The culture of acquisitions

When I was at CA, they were pretty good at acquisition of companies. HP struggles. Look how the Compaq name/brand/image/culture/entity lives on within HP.

The comparison is perhaps unfair: CA was much smaller and more focused - software only. HP is this big sprawling giant that tries to sell everything from printers to IT consulting.

On the other hand IBM tries to do the same and I think manages to project a clearer, more unified culture and image - not much more but they do better at it. (...nowadays. They had similar challenges in the past).

William Vambenepe triggered my musing with this gem:

Two months ago, HP announced the acquisition of EDS...One month later ...“EDS Asia Pacific Standardises on BMC Software Atrium CMDB to Improve Service Delivery”.

CA was brutal. On day 1 of the acquisition, you had a job or you didn't. For those who did, the uncompromising message was "You are CA now. Here's how we do things". Over the next 3-6 months another tranche would leave when they found they didn't fit that culture. It was quick, it was clean, and it preserved a consistent cohesive culture. CA didn't do so well with later (larger) acquisitions, and they lost that culture later but not through acquisition.

Many criticised it. Me, I prefer that to six months or a year of uncertainty, wandering around after the acquisition wondering if you have a job or not.

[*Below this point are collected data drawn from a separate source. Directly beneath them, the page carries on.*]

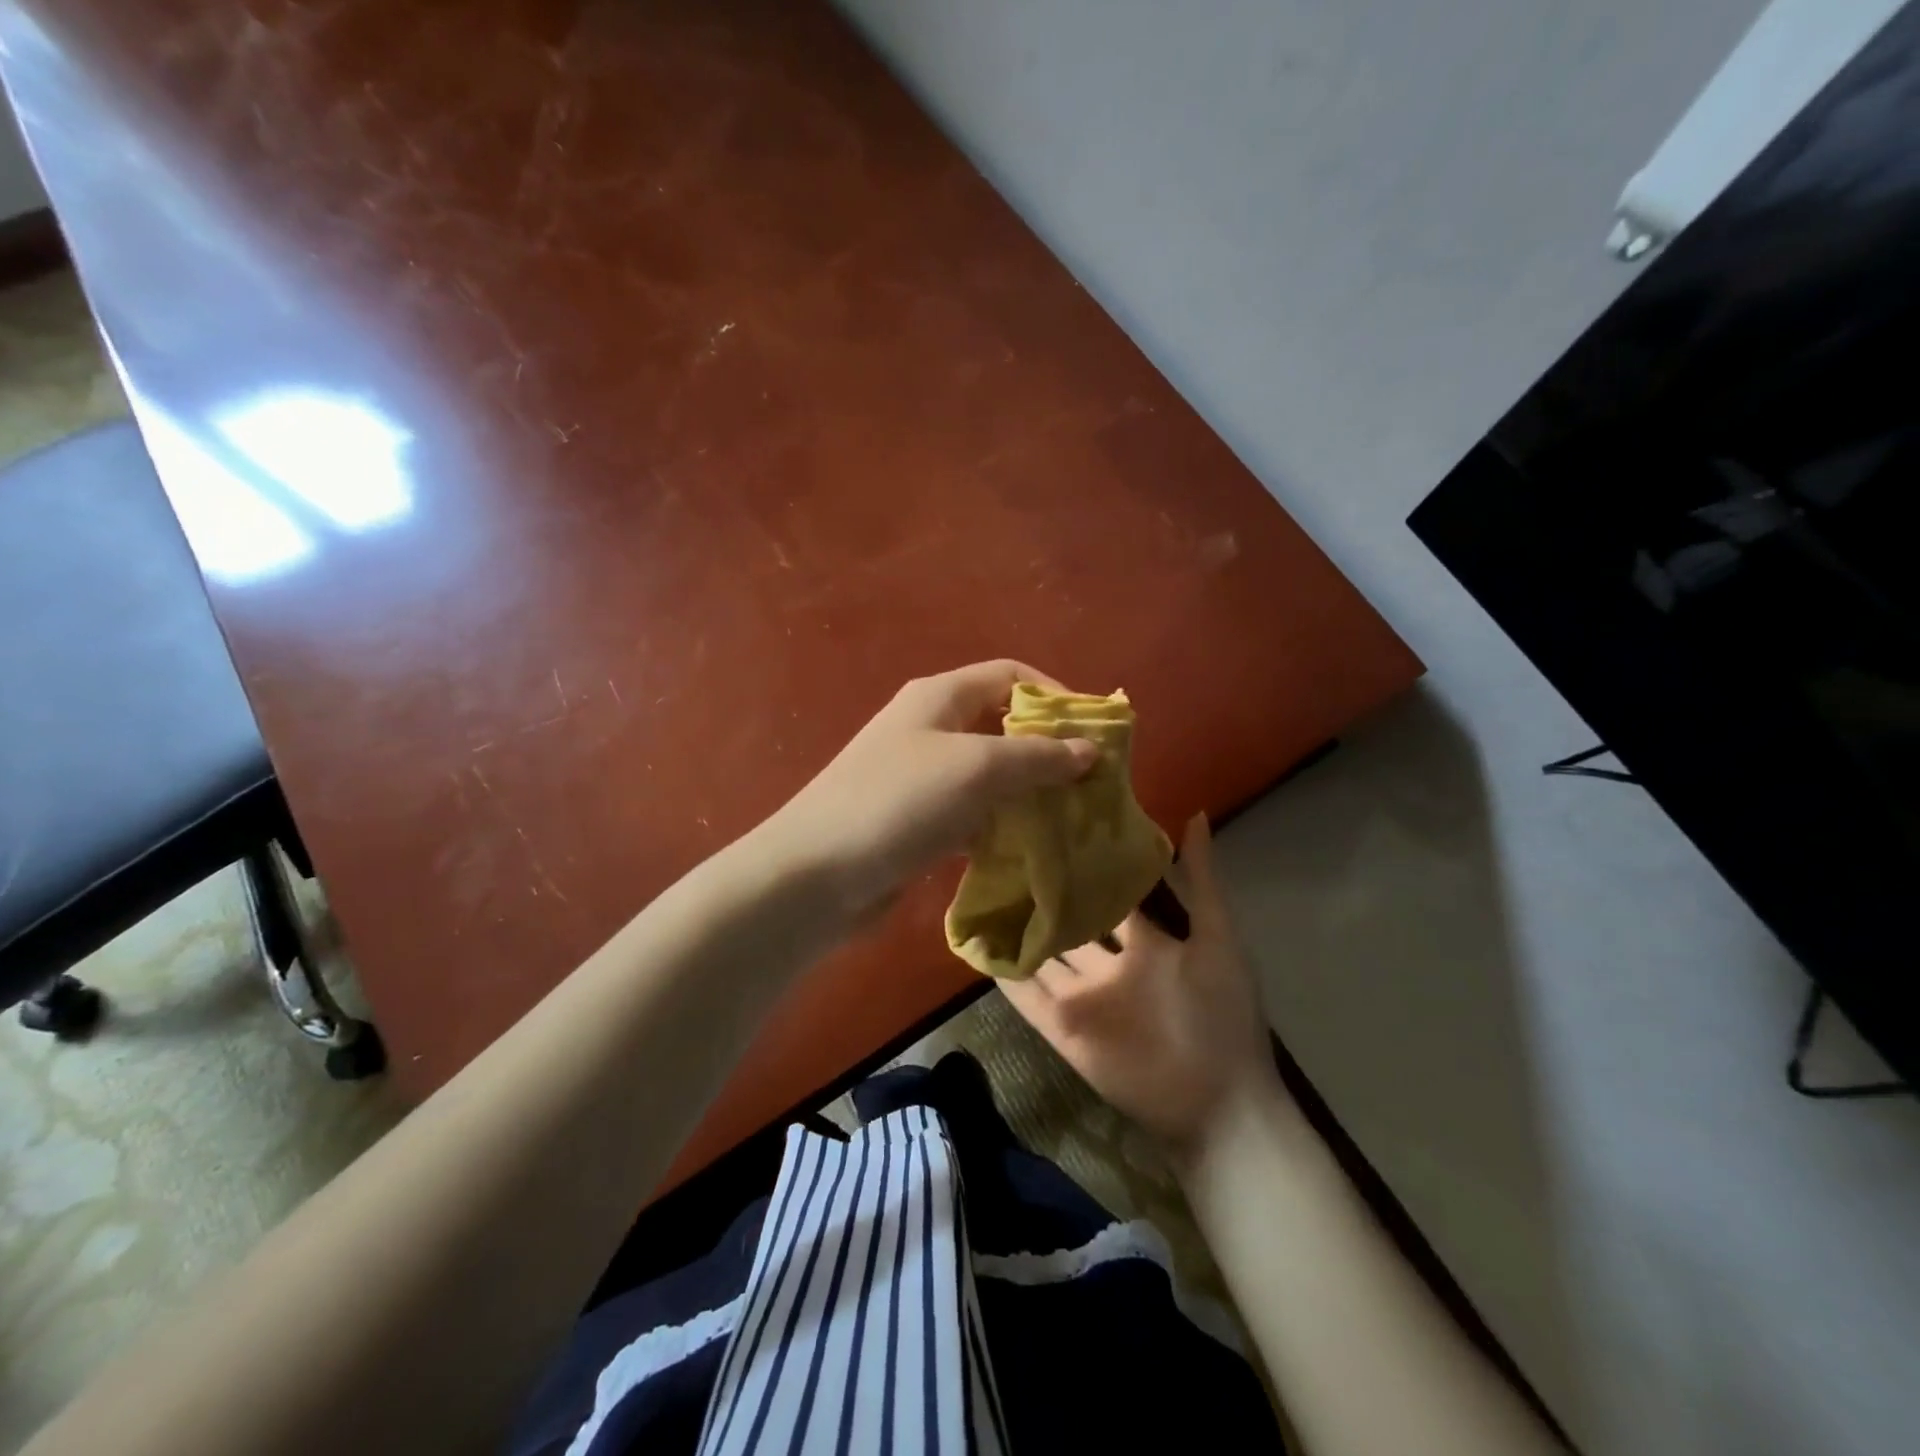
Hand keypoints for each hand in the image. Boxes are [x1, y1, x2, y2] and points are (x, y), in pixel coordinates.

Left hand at [763, 660, 1098, 919]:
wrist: (815, 875)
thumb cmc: (899, 802)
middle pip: (1001, 726)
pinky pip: (969, 815)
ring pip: (988, 775)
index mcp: (940, 698)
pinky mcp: (914, 822)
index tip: (1092, 733)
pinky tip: (1024, 851)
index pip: (1010, 675)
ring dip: (1026, 794)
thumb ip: (1037, 757)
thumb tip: (1088, 750)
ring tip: (1069, 821)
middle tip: (1088, 785)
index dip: (1054, 695)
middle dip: (1047, 751)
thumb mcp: (977, 768)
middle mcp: (929, 729)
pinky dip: (998, 827)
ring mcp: (919, 778)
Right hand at [1001, 813, 1285, 1160]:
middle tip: (1006, 849)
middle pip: (1069, 921)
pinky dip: (1002, 973)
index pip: (1106, 894)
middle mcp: (1106, 963)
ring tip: (979, 886)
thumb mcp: (1219, 939)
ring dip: (1016, 928)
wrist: (1218, 1104)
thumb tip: (1194, 813)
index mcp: (1143, 940)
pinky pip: (1026, 995)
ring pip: (1041, 953)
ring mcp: (1082, 995)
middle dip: (1044, 891)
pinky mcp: (1061, 1027)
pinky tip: (975, 942)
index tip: (1054, 826)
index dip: (1084, 865)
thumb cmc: (1223, 1014)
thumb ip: (1202, 880)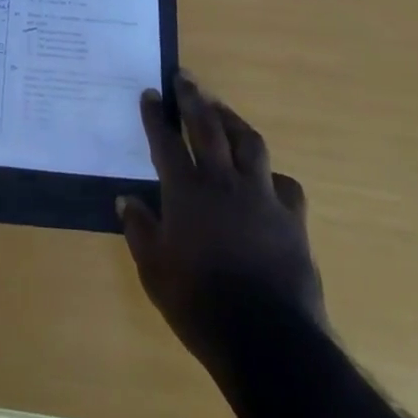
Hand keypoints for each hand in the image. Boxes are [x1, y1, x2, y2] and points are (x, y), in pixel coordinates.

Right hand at [118, 73, 326, 375]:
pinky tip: (266, 177)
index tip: (151, 93)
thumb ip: (139, 229)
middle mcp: (224, 182)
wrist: (269, 339)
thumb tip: (125, 199)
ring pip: (249, 143)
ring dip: (233, 120)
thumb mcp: (154, 271)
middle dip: (193, 98)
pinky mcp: (292, 218)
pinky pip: (284, 184)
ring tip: (222, 109)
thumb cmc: (200, 304)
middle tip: (185, 77)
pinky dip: (271, 174)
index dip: (157, 115)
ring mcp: (262, 196)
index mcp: (187, 191)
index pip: (166, 141)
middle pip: (207, 127)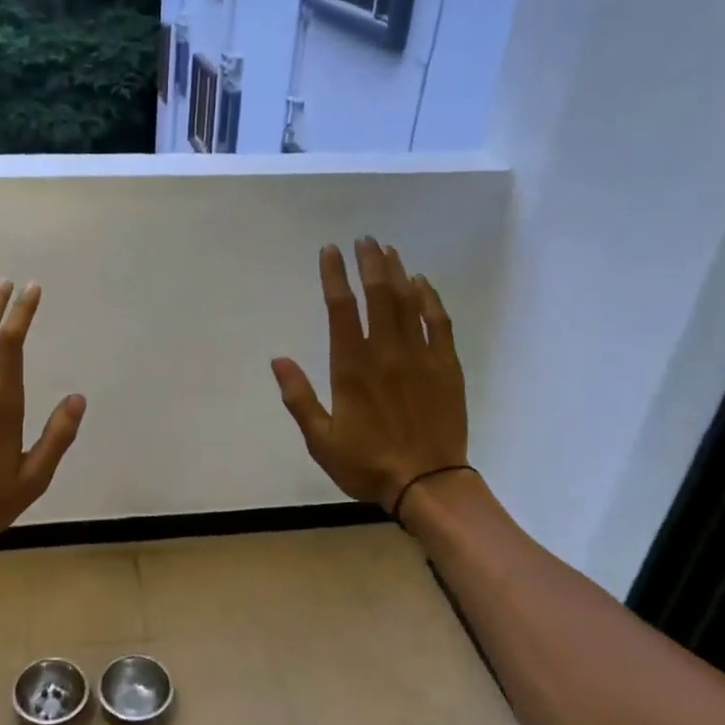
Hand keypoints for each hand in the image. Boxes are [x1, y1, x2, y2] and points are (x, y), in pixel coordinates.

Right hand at [271, 238, 468, 515]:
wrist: (428, 484)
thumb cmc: (367, 464)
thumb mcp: (320, 440)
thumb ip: (299, 397)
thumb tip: (278, 360)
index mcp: (352, 368)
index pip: (341, 309)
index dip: (334, 276)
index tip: (330, 252)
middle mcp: (386, 353)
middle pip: (379, 295)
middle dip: (369, 262)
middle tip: (363, 240)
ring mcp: (420, 357)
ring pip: (408, 302)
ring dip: (397, 273)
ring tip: (388, 251)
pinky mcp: (446, 367)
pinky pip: (438, 323)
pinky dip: (430, 299)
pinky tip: (423, 284)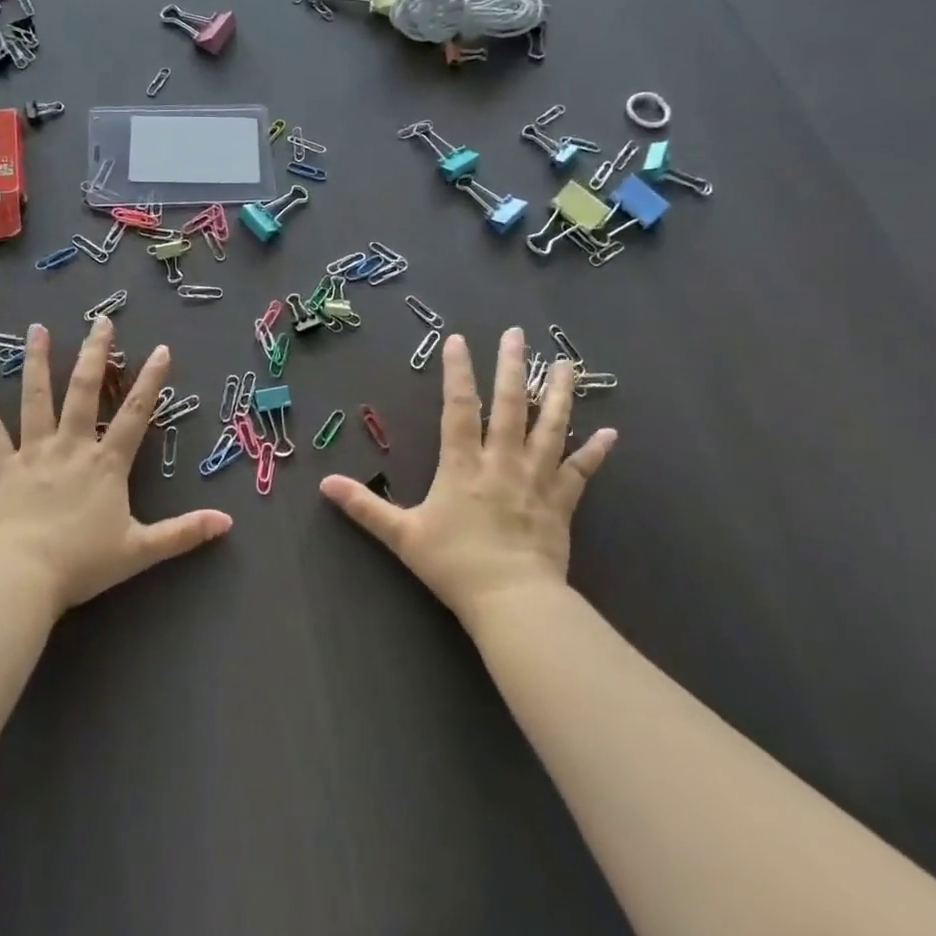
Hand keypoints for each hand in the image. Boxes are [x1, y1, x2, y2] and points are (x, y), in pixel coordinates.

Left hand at [0, 316, 231, 611]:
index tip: (160, 349)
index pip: (135, 413)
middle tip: (100, 320)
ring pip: (36, 399)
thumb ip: (183, 533)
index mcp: (106, 463)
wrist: (22, 577)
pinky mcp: (2, 469)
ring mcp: (34, 453)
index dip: (150, 380)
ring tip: (37, 329)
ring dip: (37, 362)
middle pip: (84, 391)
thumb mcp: (140, 550)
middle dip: (94, 353)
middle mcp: (71, 446)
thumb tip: (227, 522)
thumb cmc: (82, 563)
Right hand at [320, 328, 616, 622]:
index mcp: (462, 464)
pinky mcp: (561, 502)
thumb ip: (365, 507)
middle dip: (512, 367)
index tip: (459, 340)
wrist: (511, 601)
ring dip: (559, 395)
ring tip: (567, 364)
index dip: (458, 372)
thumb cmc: (454, 564)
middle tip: (517, 334)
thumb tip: (325, 484)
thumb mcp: (402, 535)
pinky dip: (595, 452)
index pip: (458, 407)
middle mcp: (501, 461)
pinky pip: (580, 472)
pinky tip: (610, 433)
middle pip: (509, 405)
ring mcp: (535, 479)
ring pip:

HP needs to put its stamp on EDS and get control soon. Someone in EDS Asia isn't on board yet.


HP using BMC Atrium

I am not surprised about this, based on the fact that the introduction of Atrium might have started well before that (my guess is at least 6 months).
On the other hand HP Managed Services have used a tool based on Remedy as long as I remember. They might have changed it recently, but in 2006 it was still in place.
An investment in a service management tool is not something you should just throw away, even if it is coming from your competitor. But I agree that marketing it might not be the best idea.

Peter Lijnse

HP using Remedy

Last I heard they were still using it.

HP Managed Services (or how

HP Managed Services (or how it is called now as I still have a great mess in acronyms although working for HP already for 1,5 year) still use a tool based on Remedy, but it's constantly in the ramp-down (customers moving away from this tool) and should be completely decomissioned in about two years... Unfortunately, this tool is the best (and fastest) one from the ones I am using and many of us are crying due to being forced to use that crap (SC) by Peregrine...

BTW, many Indian support people already changed HP in their signatures to "EDS, an HP company" (they were very fast in doing it... at our site, the variety in signatures is such large, that one would think some people are from totally different organizations (although really are from the same team) ;-) )

Compare with IBM

Since Skeptic compares HP with IBM, I suppose this is interesting.

Before HP bought Peregrine, IBM was Peregrine's best partner, selling about half of the Peregrine software. IBM Global Outsourcing had spent a great deal of time and effort to create an Asset Management offering using Peregrine AssetCenter as the centerpiece of their CMDB strategy. They had one customer on that system and had many in the pipeline.

The very week HP announced purchase of Peregrine, that was halted.

And, IBM is rapidly moving their customers from the former Peregrine products to their Tivoli/Main Control.

Just a difference in philosophy and focus, I suppose.

Cary King
Minerva Enterprises
Managing Partner

Reverse takeover of C&W by Energis

The above takeover was a sort of mindf**k. Six months previously we were told C&W was on a sound financial footing ready to take on BT. Then six months later a new CEO appeared (Energis) and told us we were on dodgy financial ground and we had better shape up or ship out.
So which version of reality do you believe? Neither. Higher management have their own version or reality and ethics which has very little to do with quality of product or fairness.
Great blog. Keep going.
Rgds Rob.

the loser in a takeover was the one who got to keep the name

There's an old saying that the loser in a takeover was the one who got to keep the name. There are those who think Compaq took over HP (in some parts of the world at least - I've seen the world map with the red and blue [can't find it on the Web: anyone?]) and it may be the same with EDS - we'll see.